REQUIREMENT: Report back every line of the entries that contains "image", exactly as written.

SOURCE INFORMATION:
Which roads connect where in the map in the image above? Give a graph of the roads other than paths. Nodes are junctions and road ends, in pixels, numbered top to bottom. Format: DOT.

* * *

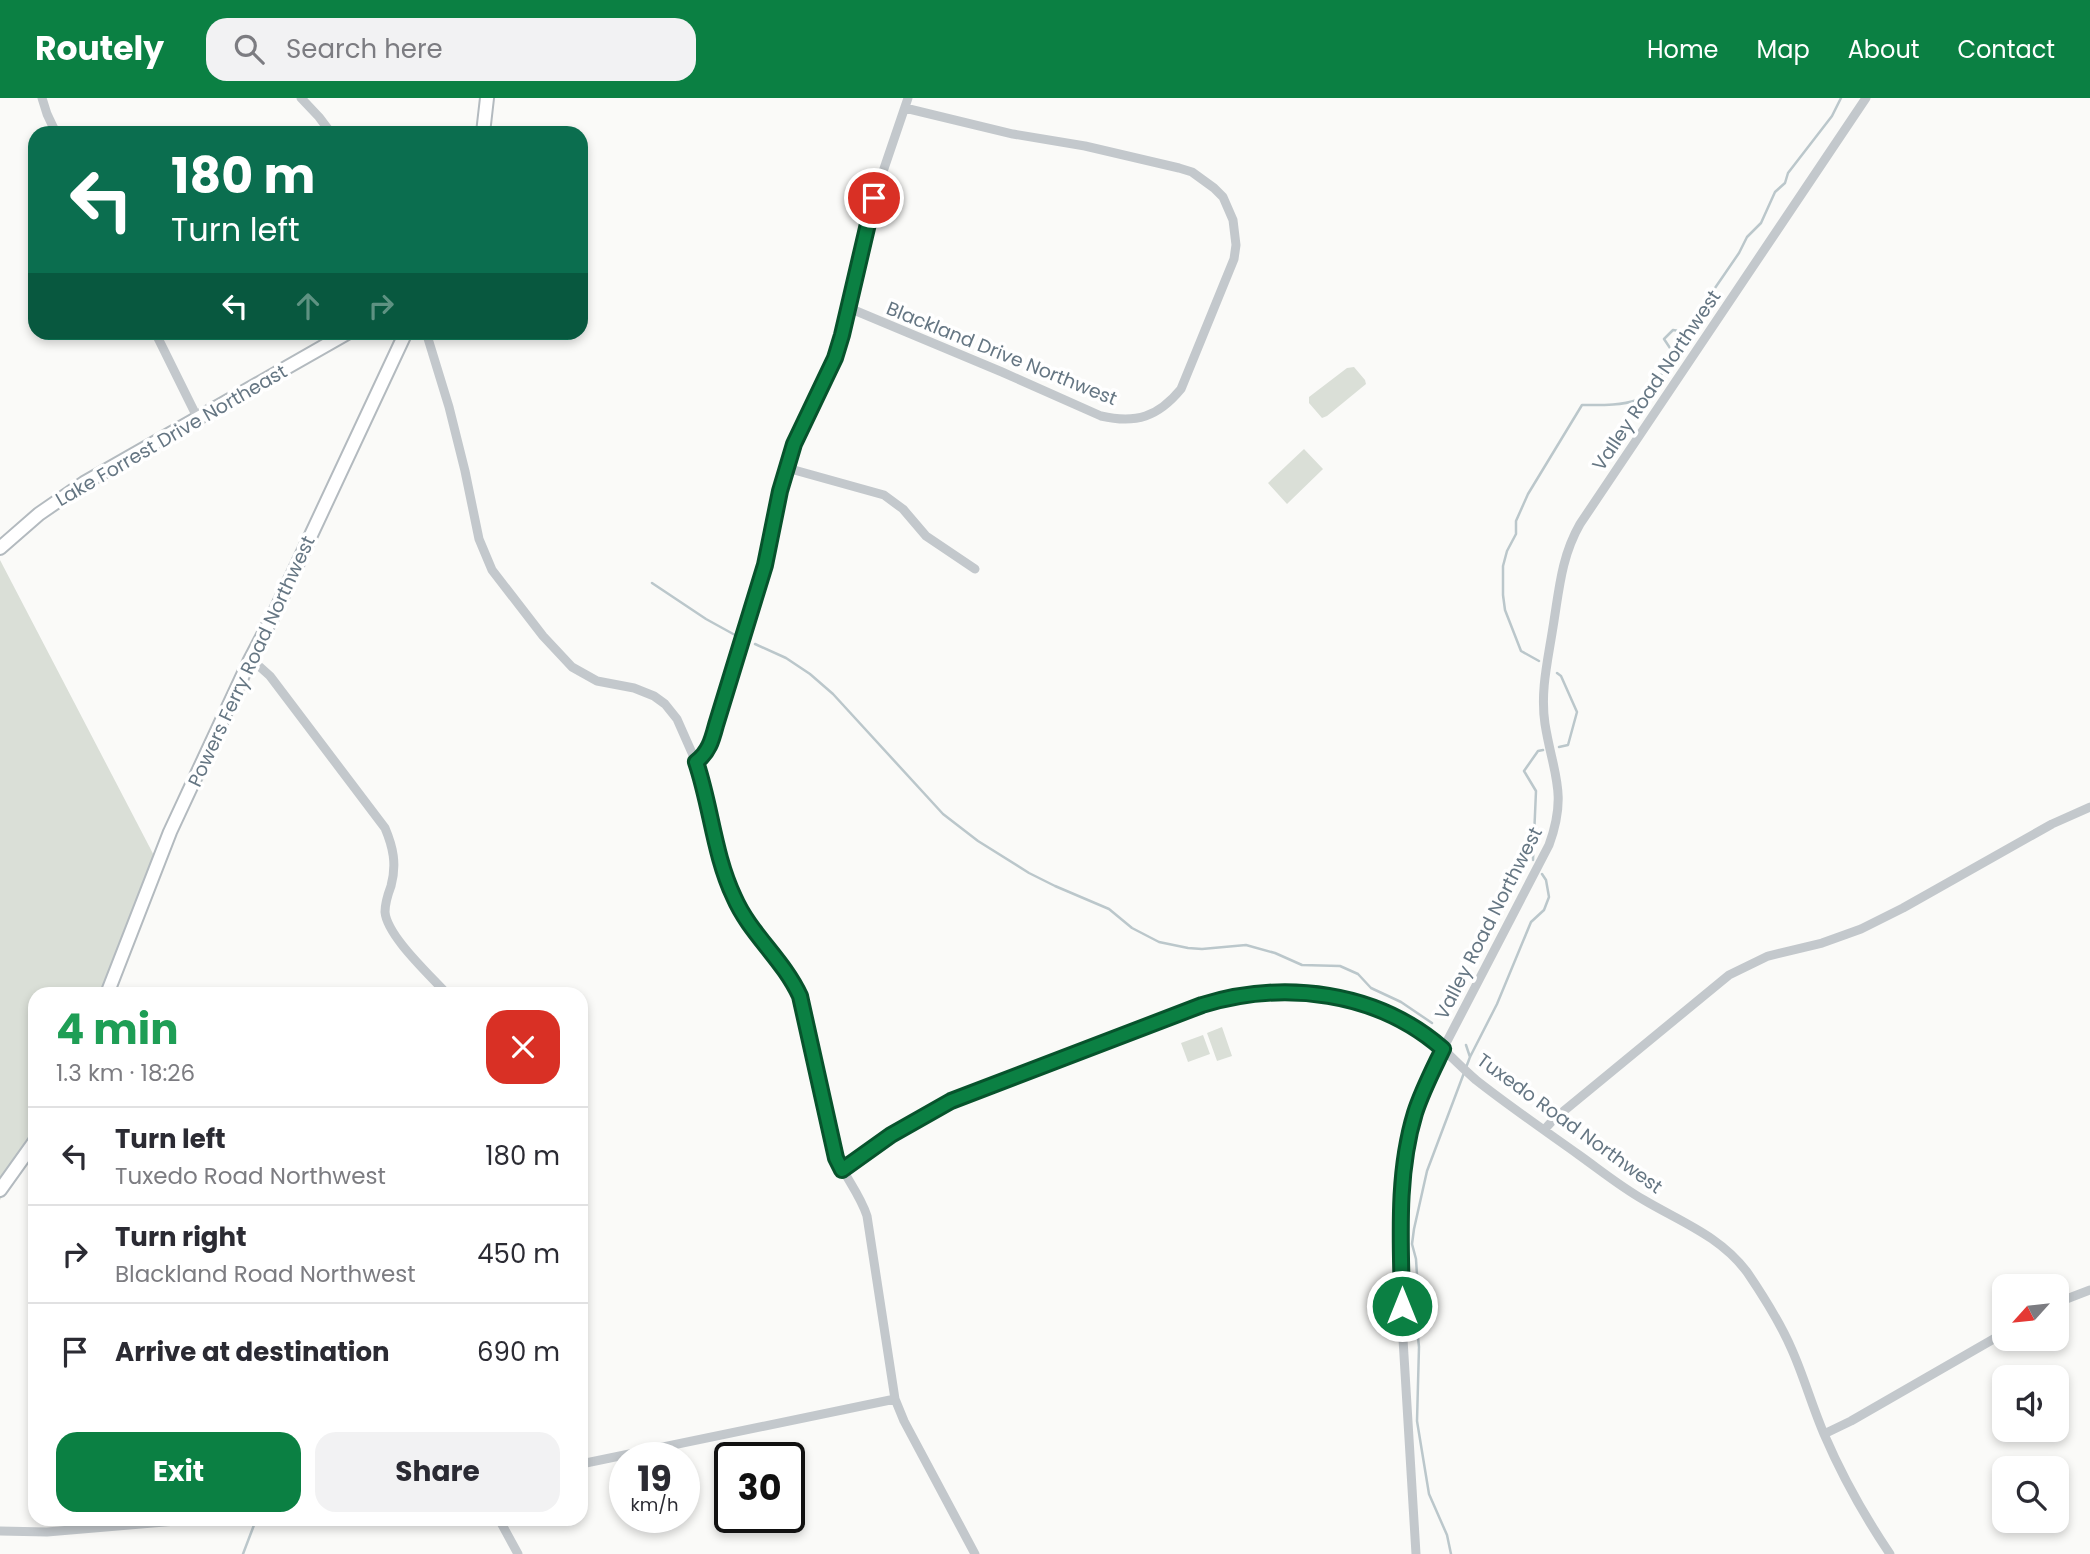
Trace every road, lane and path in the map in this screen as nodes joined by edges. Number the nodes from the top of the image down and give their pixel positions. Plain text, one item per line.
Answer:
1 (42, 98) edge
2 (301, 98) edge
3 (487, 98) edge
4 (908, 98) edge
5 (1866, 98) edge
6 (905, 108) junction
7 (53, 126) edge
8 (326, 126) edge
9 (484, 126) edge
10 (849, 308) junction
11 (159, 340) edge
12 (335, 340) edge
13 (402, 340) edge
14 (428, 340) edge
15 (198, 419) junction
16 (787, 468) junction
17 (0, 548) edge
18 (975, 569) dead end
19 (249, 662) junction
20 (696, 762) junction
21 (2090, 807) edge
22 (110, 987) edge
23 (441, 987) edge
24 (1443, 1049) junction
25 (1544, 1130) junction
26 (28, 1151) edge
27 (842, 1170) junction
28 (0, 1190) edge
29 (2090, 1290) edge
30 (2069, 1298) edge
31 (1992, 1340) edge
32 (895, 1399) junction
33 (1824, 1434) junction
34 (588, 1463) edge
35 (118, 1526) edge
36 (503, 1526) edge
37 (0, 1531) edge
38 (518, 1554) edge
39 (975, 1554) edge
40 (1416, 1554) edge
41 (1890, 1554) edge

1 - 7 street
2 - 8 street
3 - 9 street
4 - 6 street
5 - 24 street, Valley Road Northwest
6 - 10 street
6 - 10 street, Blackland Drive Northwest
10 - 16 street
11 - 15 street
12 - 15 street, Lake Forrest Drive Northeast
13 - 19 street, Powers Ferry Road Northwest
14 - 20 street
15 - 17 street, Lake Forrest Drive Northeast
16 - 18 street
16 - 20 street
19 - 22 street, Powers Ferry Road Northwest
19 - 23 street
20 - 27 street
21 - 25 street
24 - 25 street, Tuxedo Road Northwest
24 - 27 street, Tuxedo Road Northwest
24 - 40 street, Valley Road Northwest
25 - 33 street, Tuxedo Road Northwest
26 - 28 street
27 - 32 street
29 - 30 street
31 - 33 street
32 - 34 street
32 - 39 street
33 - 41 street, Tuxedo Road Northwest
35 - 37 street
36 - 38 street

PROBLEM SOLUTION:
Which roads connect where in the map in the image above? Give a graph of the roads other than paths. Nodes are junctions and road ends, in pixels, numbered top to bottom. Format: DOT.
Trace every road, lane and path in the map in this screen as nodes joined by edges. Number the nodes from the top of the image down and give their pixel positions. Plain text, one item per line.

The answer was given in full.